Yes ! “non-permanence as a method” is a feeling of the now! It’s something I think about quite a bit in how I understand my work, not just in the practical sense, or even the subject matter I pull from - but how I actually see the work live and move in the world, and how I see myself as a producer. I definitely think there’s a push back in my work to the monumentality we’ve seen historically in sculpture .. I also think about how a work exists even when it’s dissipated or been tossed, etc, so it exists through through memory - how do this kind of ephemera hold value - or does that matter ?

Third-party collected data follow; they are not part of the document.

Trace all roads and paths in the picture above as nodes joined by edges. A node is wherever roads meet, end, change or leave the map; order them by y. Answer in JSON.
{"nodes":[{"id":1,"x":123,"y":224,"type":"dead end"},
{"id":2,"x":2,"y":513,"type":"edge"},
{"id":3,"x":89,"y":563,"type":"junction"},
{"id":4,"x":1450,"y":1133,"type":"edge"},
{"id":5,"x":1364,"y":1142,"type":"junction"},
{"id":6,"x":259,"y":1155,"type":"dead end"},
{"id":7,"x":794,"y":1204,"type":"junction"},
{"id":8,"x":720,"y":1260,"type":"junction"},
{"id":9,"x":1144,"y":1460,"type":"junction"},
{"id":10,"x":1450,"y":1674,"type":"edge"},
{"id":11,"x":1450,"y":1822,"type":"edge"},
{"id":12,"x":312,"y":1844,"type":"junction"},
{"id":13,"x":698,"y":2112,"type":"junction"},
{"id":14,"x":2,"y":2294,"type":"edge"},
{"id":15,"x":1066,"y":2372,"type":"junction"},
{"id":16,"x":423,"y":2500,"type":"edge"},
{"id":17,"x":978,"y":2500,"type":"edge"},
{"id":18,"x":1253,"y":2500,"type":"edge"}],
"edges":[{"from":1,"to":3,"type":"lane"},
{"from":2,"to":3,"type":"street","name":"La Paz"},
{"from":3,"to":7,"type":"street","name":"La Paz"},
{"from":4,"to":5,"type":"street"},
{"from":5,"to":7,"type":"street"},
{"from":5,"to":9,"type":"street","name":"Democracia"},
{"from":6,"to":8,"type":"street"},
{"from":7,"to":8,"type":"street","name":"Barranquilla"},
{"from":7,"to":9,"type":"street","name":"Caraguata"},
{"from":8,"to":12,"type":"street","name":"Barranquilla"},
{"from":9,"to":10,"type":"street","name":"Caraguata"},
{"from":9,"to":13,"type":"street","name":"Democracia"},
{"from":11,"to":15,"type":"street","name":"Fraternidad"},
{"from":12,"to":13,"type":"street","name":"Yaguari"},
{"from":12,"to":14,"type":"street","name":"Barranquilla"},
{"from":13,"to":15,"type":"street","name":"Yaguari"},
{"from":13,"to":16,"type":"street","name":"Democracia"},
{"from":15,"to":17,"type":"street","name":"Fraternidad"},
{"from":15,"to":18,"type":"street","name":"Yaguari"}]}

On a practical level, how is it like to move these heavy pieces in the space. Are you often working alone? I imagine it must be challenging or do you have a good system in place
It is quite challenging but I can’t imagine it being any other way hahah. The way I work is through a lot of trial and error and experimentation so it’s always a bit of a mess but there’s some kind of system to it haha . Im a masochist, as I imagine most artists are - It’s all quite laborious / me running around from the hot plate area where I do pours with waxes and soaps, to mixing concretes !! It’s probably pretty manic to look at tbh lol . But I’d hope in an enthralling way haha
Reading and writing really help ground my practice ! And in a formal sense working from molds helps keeps things organized as well
Finding value through memory is really fascinating - on the one hand if a viewer engages with a piece long enough it challenges the very space our brain categorizes or stores the imprint of the work, and speaks on a certain level to the connection one had with experience. It’s a very precious “commodity.” Reminds me of this study that was done on happiness - if you buy something it generates rapid feelings of spiked happiness but they are fleeting. But vacations and traveling - was a longer sustained feeling of happiness. There’s a lot of power and also responsibility in terms of evoking permanent feelings or questions to an audience. I love that.
Absolutely! And I think working with materials like scent speaks to this well in the way it hits the body. I think a lot about the haptic qualities too - how we understand a work maybe through something more corporeal . And. I think working with the materials I work with - which are all materials of capital, have a powder to them cos of their uncanniness - they call to so much but people can rarely pin down what it is they’re looking at .
Well said - a lot to unpack
Logistic wise - I’m curious about your storage and also how you showcase the work. What’s that process like for you. Some of your work is made into the space directly... Do you keep any lingering remnants or are things discarded.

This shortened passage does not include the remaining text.